Unpacked Content
Scientific and Engineering Practices
Constructing Explanations and Designing Solutions
Crosscutting Concepts
Stability and Change
Knowledge
Students know:
- Various stresses made at the macroscopic level, such as change in temperature, pressure, volume, concentration, affect a chemical system at the molecular level.
- Reaction rates of forward/ backward reactions change with stresses until rates are equal again.
- Forward/ reverse reactions occur at the same rate in dynamic equilibrium, so chemical systems appear stable at macroscopic level.
- The egineering design process is a cycle with no official starting or ending point, and, therefore, can be used repeatedly to refine your work.
Skills
Students are able to:
- Use the engineering design process (ask, imagine, plan, create, improve) to refine a chemical system.

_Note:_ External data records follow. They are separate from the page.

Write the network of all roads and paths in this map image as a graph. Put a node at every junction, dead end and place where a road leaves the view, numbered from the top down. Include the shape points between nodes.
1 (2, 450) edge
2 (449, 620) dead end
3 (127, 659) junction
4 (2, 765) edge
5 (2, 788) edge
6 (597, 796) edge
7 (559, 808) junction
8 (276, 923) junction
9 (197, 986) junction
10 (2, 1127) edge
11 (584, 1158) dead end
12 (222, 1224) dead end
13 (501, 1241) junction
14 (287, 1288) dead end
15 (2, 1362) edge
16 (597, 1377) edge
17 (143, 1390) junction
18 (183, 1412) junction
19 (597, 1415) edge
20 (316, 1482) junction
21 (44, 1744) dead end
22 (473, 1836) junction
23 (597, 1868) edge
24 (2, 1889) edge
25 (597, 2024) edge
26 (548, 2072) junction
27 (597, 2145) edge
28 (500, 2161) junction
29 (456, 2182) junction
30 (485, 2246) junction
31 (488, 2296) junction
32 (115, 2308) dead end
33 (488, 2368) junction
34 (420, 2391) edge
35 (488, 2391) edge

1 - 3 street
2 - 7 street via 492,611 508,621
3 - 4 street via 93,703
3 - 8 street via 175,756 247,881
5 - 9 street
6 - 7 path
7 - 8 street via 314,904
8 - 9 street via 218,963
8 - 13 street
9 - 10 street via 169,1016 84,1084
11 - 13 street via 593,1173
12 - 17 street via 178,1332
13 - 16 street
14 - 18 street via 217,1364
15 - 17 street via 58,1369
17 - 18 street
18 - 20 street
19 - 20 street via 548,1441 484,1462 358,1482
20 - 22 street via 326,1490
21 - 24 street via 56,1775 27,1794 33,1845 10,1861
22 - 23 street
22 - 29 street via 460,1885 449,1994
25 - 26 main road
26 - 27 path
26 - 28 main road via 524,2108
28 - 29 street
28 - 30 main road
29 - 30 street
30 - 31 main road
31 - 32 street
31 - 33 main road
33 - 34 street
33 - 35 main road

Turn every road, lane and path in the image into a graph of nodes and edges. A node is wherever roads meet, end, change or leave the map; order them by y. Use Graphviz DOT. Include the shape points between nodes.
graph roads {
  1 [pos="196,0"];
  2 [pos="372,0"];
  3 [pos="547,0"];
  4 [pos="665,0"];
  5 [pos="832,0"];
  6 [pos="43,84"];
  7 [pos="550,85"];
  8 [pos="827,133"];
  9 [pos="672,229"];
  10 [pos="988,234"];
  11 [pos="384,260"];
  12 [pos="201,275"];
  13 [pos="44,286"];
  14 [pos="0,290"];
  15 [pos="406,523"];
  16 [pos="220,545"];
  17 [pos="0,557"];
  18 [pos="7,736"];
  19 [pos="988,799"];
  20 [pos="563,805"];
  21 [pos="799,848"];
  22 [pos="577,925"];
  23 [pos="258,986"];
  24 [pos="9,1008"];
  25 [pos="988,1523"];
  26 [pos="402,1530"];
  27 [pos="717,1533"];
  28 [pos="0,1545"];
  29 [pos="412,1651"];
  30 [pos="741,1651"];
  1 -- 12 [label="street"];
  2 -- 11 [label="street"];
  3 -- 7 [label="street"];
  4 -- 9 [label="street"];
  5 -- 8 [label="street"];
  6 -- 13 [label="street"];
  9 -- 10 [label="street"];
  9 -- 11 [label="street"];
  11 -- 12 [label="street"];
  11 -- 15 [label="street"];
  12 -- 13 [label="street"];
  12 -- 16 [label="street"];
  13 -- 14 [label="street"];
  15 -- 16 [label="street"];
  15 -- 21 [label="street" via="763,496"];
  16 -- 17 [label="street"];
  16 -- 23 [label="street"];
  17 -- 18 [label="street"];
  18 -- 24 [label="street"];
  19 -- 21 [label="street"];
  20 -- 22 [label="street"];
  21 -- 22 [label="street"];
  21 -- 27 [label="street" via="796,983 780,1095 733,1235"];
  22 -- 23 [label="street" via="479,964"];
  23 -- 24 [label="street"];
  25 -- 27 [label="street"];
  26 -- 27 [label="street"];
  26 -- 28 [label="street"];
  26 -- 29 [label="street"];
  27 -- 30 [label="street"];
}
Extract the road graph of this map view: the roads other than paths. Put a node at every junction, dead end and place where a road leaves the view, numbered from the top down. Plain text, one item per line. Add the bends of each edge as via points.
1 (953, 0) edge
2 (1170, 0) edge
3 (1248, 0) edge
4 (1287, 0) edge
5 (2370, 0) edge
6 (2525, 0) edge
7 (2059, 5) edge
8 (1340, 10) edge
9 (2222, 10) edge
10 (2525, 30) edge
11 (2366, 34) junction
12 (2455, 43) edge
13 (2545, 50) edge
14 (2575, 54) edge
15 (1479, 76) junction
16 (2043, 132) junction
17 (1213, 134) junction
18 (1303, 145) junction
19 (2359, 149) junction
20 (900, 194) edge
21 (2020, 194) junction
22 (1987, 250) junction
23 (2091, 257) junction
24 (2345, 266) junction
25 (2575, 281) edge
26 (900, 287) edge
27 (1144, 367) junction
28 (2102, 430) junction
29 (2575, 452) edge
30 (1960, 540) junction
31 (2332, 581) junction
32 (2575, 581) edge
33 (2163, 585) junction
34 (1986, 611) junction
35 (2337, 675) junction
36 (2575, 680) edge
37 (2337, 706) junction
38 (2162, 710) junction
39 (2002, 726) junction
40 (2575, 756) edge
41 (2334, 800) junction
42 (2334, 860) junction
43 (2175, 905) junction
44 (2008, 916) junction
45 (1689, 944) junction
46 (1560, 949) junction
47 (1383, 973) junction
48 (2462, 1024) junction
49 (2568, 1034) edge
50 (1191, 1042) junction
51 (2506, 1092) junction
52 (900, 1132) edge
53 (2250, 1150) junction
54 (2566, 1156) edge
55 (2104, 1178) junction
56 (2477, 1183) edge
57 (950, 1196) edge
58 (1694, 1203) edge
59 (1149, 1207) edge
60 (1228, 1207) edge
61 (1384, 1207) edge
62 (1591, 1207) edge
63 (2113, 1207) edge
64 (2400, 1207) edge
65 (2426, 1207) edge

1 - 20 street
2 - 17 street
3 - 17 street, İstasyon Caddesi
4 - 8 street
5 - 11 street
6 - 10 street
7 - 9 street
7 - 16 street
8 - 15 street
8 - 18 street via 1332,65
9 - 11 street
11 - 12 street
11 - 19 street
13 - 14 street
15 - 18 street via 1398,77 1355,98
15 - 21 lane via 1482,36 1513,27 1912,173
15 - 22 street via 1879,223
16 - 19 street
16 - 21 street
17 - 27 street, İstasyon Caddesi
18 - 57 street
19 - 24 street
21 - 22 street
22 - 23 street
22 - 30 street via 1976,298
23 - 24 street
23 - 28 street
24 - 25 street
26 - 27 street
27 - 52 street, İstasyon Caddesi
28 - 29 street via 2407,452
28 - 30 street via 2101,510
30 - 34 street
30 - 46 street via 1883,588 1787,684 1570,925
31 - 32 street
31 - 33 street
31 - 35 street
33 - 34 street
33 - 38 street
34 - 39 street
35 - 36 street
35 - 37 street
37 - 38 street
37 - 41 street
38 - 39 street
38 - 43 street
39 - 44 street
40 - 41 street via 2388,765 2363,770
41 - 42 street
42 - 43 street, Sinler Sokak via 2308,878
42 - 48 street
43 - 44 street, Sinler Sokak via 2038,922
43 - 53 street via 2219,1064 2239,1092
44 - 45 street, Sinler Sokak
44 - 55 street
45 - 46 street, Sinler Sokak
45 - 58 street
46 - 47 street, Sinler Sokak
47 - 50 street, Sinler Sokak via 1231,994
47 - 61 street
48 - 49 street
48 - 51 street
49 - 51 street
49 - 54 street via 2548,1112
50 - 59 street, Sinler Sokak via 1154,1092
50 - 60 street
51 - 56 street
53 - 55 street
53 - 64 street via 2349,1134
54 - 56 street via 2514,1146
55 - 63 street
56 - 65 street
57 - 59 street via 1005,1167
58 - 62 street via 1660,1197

- Refine a solution to a complex real-world problem, based on scientific knowledge, student-generated sources of evidence, prioritized criteria, and tradeoff considerations.
- Construct and revise an explanation based on valid and reliable evidence obtained from a variety of sources (including students' own investigations, models, theories, simulations, and peer review).
- Construct and present arguments supported by empirical evidence and scientific reasoning to support or refute an explanation or a model for a phenomenon or a solution to a problem.
Understanding
Students understand that:
- Much of science deals with constructing explanations of how things change and how they remain stable.
- Solutions to real-world problems can be refined using scientific knowledge, student-generated sources of evidence, prioritized criteria, and tradeoff considerations.
- In many situations, a balance between a reaction and the reverse reaction determines the numbers of all types of molecules present.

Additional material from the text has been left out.